Dataset records:
- - -
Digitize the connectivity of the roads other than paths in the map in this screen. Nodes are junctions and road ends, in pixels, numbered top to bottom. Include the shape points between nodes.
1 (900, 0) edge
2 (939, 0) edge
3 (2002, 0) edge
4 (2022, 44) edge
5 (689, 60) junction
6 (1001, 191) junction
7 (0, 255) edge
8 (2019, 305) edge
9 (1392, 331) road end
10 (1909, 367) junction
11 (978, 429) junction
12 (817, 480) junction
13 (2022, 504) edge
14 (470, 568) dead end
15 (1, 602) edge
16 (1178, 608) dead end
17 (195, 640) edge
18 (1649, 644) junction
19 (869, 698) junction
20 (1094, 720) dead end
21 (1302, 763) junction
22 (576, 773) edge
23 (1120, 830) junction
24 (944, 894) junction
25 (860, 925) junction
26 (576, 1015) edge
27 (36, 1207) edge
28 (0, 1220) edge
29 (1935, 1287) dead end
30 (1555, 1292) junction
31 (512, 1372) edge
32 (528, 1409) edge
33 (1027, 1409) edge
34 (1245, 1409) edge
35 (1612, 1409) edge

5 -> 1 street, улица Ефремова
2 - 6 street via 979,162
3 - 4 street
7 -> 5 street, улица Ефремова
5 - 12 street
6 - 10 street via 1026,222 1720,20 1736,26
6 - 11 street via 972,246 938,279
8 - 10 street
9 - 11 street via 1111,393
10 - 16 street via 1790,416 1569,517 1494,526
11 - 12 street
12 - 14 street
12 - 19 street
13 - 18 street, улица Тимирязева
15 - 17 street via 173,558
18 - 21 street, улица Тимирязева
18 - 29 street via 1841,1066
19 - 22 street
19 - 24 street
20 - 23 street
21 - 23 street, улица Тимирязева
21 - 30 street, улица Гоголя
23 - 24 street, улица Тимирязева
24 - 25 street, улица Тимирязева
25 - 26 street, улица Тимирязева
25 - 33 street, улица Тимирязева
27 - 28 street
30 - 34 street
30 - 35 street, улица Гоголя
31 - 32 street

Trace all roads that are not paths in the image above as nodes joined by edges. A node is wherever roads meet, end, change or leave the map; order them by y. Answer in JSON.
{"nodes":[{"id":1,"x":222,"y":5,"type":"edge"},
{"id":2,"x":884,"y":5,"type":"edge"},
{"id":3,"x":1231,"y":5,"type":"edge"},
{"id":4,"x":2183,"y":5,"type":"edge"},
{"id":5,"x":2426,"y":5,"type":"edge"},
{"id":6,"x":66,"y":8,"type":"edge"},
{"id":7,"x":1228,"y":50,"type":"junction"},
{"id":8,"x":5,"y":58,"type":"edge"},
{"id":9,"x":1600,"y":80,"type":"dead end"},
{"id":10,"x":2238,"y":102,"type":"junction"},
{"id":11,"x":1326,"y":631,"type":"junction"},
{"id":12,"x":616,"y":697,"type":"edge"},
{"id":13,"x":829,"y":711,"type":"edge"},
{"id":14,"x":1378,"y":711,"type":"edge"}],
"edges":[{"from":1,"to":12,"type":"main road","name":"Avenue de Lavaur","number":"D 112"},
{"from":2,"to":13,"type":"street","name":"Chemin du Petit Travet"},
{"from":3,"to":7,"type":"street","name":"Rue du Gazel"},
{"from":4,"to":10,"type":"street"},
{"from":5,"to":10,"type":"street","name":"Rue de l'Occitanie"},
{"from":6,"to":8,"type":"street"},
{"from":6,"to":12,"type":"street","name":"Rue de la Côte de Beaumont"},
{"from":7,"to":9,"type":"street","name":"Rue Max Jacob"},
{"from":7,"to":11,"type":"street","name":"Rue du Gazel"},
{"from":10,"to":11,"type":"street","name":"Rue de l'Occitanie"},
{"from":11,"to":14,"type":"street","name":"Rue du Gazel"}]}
- - -
#### [What the task requires]
From the data above, copy each line with the string "roads" in it.

#### [Exercise output]
Digitize the connectivity of the roads other than paths in the map in this screen. Nodes are junctions and road ends, in pixels, numbered top to bottom. Include the shape points between nodes.
Trace all roads that are not paths in the image above as nodes joined by edges. A node is wherever roads meet, end, change or leave the map; order them by y. Answer in JSON.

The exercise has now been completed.